Assignment – Output must match the data below exactly from its first line through the line that contains "Road topology of", with no other line.

--- START ---

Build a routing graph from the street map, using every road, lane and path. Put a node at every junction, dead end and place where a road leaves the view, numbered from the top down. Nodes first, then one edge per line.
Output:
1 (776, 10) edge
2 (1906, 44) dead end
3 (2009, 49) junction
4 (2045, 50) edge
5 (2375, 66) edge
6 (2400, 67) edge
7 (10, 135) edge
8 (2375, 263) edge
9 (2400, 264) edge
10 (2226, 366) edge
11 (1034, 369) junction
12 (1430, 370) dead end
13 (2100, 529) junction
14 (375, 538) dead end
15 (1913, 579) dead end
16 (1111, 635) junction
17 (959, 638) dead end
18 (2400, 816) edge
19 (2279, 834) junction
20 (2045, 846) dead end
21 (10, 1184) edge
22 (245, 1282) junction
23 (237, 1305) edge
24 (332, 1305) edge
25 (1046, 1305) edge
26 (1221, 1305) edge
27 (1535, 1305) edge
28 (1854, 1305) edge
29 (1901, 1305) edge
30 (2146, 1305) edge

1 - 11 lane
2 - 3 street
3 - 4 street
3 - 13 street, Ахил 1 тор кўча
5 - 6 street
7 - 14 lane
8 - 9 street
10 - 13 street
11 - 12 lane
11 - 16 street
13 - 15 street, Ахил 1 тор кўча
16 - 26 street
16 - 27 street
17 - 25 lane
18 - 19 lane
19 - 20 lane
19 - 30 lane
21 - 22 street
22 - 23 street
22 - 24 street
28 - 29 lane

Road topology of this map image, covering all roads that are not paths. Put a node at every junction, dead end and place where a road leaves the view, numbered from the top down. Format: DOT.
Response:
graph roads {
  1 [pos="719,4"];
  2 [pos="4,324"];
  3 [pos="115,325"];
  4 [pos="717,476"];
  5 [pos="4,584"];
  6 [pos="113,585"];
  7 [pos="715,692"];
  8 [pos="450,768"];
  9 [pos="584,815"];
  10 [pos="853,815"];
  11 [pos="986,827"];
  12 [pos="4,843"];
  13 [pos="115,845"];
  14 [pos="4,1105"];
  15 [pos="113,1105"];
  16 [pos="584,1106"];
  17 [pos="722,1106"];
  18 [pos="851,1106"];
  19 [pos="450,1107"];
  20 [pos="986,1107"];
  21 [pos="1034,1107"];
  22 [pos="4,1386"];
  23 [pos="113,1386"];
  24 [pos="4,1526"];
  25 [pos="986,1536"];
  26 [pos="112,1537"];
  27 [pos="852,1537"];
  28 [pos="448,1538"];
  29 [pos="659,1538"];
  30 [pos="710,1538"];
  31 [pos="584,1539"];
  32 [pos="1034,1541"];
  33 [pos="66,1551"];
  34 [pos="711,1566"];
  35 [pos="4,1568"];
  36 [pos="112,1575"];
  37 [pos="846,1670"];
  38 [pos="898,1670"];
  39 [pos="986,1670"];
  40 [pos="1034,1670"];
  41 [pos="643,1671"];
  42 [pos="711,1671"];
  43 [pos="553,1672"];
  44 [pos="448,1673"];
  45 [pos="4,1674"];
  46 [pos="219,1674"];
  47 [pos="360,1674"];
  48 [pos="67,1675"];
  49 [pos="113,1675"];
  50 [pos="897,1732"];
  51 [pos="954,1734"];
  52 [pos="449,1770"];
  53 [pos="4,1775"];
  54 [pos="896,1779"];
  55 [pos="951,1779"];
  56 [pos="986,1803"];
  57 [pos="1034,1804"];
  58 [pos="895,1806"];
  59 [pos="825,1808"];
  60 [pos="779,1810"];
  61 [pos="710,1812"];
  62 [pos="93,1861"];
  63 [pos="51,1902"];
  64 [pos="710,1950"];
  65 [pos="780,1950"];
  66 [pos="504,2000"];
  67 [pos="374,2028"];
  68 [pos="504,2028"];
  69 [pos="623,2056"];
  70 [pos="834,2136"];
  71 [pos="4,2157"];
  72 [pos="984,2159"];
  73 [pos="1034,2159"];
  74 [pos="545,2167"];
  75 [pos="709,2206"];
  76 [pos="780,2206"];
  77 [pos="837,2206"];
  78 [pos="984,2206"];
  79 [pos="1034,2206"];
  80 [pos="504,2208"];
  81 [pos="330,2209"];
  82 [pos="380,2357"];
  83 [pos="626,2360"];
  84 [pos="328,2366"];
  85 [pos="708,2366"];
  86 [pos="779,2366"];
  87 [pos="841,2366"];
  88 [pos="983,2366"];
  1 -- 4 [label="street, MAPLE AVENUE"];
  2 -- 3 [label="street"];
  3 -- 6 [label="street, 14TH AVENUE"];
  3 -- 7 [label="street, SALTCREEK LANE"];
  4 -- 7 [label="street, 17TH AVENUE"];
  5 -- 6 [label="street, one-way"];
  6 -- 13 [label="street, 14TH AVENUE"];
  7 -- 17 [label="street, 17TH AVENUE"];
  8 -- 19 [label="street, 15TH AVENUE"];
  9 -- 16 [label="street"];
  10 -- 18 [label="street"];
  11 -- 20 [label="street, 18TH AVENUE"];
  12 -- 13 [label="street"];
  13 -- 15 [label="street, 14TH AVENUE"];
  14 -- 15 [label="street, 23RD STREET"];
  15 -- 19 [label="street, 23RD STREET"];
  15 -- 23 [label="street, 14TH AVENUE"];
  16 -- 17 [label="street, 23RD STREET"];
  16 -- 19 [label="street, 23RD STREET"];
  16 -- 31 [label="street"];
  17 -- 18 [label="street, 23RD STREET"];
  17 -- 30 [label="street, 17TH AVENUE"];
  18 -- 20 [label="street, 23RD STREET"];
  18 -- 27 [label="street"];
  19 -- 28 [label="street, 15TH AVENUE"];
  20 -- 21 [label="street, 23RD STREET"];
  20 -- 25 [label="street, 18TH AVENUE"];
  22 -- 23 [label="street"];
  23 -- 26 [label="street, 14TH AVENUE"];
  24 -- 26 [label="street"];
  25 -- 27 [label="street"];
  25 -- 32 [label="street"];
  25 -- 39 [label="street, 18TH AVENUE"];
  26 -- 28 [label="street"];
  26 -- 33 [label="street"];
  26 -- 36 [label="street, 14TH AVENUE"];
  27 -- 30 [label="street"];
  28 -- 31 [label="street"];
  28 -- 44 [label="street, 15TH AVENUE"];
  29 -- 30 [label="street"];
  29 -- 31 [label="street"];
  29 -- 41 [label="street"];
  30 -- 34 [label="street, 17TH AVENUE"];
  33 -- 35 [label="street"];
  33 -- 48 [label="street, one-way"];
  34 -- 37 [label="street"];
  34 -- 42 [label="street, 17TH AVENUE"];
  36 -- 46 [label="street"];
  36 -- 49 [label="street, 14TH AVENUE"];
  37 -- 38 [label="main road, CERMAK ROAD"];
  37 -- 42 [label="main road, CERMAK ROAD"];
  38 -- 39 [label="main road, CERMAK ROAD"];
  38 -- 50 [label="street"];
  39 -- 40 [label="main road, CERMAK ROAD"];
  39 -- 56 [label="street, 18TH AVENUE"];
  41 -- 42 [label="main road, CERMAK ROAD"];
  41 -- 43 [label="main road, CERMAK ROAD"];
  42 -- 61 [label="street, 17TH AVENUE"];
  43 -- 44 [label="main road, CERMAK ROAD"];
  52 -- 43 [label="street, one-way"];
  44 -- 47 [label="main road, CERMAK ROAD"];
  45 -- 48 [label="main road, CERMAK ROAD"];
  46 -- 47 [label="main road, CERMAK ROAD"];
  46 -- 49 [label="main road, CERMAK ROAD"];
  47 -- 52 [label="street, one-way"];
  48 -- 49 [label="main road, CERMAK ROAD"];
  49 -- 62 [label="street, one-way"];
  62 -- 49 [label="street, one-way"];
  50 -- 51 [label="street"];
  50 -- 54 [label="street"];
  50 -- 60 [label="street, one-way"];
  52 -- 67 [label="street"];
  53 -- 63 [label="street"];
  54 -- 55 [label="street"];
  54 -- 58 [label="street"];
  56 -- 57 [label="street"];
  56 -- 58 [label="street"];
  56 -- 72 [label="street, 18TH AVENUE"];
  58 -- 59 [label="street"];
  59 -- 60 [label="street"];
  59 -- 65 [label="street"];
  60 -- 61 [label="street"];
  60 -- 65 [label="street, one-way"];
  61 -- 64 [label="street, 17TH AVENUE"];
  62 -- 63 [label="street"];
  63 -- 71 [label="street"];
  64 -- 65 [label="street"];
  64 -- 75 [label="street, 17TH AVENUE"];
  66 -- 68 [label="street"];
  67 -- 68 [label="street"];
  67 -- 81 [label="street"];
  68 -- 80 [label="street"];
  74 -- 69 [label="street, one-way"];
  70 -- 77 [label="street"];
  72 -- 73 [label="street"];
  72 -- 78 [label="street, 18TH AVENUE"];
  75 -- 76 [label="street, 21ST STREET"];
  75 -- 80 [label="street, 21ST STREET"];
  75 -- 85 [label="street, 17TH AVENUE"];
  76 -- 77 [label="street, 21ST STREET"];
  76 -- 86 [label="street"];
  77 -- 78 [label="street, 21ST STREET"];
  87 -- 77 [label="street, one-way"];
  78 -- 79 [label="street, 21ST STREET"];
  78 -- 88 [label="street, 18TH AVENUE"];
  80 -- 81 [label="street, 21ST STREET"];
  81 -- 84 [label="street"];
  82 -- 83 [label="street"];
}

--- END ---

Task solution –
Build a routing graph from the street map, using every road, lane and path. Put a node at every junction, dead end and place where a road leaves the view, numbered from the top down. Nodes first, then one edge per line.
Output:
1 (776, 10) edge
2 (1906, 44) dead end
3 (2009, 49) junction
4 (2045, 50) edge
5 (2375, 66) edge
6 (2400, 67) edge
7 (10, 135) edge
8 (2375, 263) edge
9 (2400, 264) edge
10 (2226, 366) edge
11 (1034, 369) junction
12 (1430, 370) dead end
13 (2100, 529) junction
14 (375, 538) dead end
15 (1913, 579) dead end
16 (1111, 635) junction
17 (959, 638) dead end
18 (2400, 816) edge
19 (2279, 834) junction
20 (2045, 846) dead end
21 (10, 1184) edge
22 (245, 1282) junction
23 (237, 1305) edge
24 (332, 1305) edge
25 (1046, 1305) edge
26 (1221, 1305) edge
27 (1535, 1305) edge
28 (1854, 1305) edge
29 (1901, 1305) edge
30 (2146, 1305) edge

1 - 11 lane
2 - 3 street
3 - 4 street
3 - 13 street, Ахил 1 тор кўча
5 - 6 street
7 - 14 lane
8 - 9 street
10 - 13 street
11 - 12 lane
11 - 16 street
13 - 15 street, Ахил 1 тор кўча
16 - 26 street
16 - 27 street
17 - 25 lane
18 - 19 lane
19 - 20 lane
19 - 30 lane
21 - 22 street
22 - 23 street
22 - 24 street
28 - 29 lane

Road topology of this map image, covering all roads that are not paths. Put a node at every junction, dead end and place where a road leaves the view, numbered from the top down. Format: DOT.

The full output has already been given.